- Published on
Building an Autocomplete Library for ANTLR4 Part 3 - Rules
In the last post we've seen several types of transitions within the nodes of a rule. Now it's time to talk about what happens when you enter or exit one. ANTLR4's VSCode extension represents rules in the ATN as as a "weird and magical" state that somehow gets called. But how do they work exactly?
This is just a visual representation to show the ATN of only one rule. In reality it isn't that different from the other types of transitions. Imagine a grammar:
first: 'A' second;
second: 'B';
A more accurate picture of the whole ATN would be:
To enter a rule the ATN just moves to the initial state of that rule. And when it finishes it the RuleStopState
points back to the caller. But how does it
know who's the caller? Well... it doesn't. The ATN doesn't have a call stack (though the machine that executes it does). Instead the last transition of a rule points to every possible caller.

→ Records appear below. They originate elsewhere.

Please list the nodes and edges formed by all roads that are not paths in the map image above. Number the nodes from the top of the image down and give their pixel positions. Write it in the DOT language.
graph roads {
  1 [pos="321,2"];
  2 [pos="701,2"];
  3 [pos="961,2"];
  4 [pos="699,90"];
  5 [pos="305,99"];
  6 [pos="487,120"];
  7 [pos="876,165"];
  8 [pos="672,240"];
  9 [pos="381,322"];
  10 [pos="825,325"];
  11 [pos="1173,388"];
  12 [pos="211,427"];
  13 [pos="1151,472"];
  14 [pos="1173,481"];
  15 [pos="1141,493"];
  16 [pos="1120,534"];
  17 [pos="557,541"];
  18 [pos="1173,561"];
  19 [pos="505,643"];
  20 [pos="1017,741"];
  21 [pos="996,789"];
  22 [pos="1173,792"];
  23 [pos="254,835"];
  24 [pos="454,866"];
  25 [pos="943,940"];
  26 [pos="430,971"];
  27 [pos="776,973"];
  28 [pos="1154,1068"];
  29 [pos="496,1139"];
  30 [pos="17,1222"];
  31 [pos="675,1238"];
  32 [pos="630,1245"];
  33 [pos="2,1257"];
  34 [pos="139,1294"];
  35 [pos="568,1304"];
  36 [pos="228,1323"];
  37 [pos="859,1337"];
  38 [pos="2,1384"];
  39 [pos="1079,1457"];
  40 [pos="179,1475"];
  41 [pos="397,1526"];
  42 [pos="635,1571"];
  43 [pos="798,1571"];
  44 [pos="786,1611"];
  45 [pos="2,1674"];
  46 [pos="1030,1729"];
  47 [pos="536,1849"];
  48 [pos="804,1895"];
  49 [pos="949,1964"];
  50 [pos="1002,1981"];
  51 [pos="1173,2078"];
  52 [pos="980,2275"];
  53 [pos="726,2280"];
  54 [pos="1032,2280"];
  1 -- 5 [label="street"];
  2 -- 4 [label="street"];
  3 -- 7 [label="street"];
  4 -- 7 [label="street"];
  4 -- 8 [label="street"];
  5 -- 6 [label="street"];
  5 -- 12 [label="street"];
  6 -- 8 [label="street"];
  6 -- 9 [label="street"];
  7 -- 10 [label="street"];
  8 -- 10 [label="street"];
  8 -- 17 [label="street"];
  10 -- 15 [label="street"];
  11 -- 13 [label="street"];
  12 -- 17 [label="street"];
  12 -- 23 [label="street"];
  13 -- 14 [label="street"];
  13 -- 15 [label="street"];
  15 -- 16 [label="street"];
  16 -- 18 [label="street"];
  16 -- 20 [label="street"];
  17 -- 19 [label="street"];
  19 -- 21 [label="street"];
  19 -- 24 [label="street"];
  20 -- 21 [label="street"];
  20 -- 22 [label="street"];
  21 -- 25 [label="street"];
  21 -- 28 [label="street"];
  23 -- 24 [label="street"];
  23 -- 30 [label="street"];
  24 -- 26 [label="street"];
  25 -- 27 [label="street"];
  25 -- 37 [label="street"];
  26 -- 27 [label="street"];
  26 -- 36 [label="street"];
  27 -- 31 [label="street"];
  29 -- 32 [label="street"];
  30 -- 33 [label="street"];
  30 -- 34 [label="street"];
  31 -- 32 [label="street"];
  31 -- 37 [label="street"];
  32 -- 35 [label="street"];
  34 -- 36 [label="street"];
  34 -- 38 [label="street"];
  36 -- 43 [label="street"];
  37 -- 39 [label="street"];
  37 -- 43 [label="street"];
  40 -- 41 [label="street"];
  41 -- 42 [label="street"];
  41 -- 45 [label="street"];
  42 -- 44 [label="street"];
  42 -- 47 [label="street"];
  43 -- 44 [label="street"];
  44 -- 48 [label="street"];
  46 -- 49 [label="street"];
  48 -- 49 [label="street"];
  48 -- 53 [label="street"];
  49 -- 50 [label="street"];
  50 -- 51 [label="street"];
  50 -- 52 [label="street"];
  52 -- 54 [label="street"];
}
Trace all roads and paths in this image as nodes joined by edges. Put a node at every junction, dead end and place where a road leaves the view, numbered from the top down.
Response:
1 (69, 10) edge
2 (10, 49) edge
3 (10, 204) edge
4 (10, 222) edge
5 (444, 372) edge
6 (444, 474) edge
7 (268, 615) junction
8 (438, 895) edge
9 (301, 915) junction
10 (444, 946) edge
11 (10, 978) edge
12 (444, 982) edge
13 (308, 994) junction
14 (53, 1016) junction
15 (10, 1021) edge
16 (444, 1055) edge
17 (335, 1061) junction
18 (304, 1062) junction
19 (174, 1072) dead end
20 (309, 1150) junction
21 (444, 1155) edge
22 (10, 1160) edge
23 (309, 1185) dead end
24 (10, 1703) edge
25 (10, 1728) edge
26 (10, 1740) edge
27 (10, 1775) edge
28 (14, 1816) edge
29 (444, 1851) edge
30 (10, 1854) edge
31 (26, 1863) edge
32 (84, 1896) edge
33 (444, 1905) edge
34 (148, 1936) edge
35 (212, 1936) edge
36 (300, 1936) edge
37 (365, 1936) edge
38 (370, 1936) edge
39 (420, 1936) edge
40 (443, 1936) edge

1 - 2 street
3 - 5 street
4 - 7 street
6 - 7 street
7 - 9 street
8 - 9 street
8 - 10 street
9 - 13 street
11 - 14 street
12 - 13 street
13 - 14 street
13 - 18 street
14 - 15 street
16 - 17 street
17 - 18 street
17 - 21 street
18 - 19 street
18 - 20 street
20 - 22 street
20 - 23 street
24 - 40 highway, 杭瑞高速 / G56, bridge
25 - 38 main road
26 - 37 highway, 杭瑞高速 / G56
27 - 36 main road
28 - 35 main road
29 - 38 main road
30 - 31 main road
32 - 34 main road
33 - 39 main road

That's why using the autocompleter as it is right now leads to unexpected results:
await givenGrammar(`
first: called 'A';
second: called 'B';
third: called 'C';
called: 'F';`)
.whenInput("F").thenExpect(["A", "B", "C"]);
This is wrong. The starting rule is first
, so it should only return "A"
.
So how does ANTLR4 know which transition is the correct one? Are we doomed? Actually, there's a way of knowing.
But it's not in the RuleStopState
, instead it's in a special type of transition: RuleTransition
. These are the transitions that go from
the callee to the called rule. They are epsilon transitions, so they don't consume input, but they have a special attribute followState
that, as the name implies, points to the state the machine has
to follow after the rule ends.
It also includes the precedence
of the rules, but I'll go to that later. Now let's focus on fixing the previous test.
Fixing the rules
The idea is that when the machine enters a rule we need to store the followState
, and when it exits it we need to limit the machine so it can only
go through the correct transition. And since we can enter an undetermined amount of rules, we need to store this information in a stack that I'll
call the parserStack
.
As far as I know the ATN should never try to exit a rule that isn't at the head of the stack, but better safe than sorry. Plus, adding the rule to the stack has an additional advantage: It allows us to know the context in which a suggestion was made. More on that later.
The stack will contain pairs [<ruleIndex>, <followState>]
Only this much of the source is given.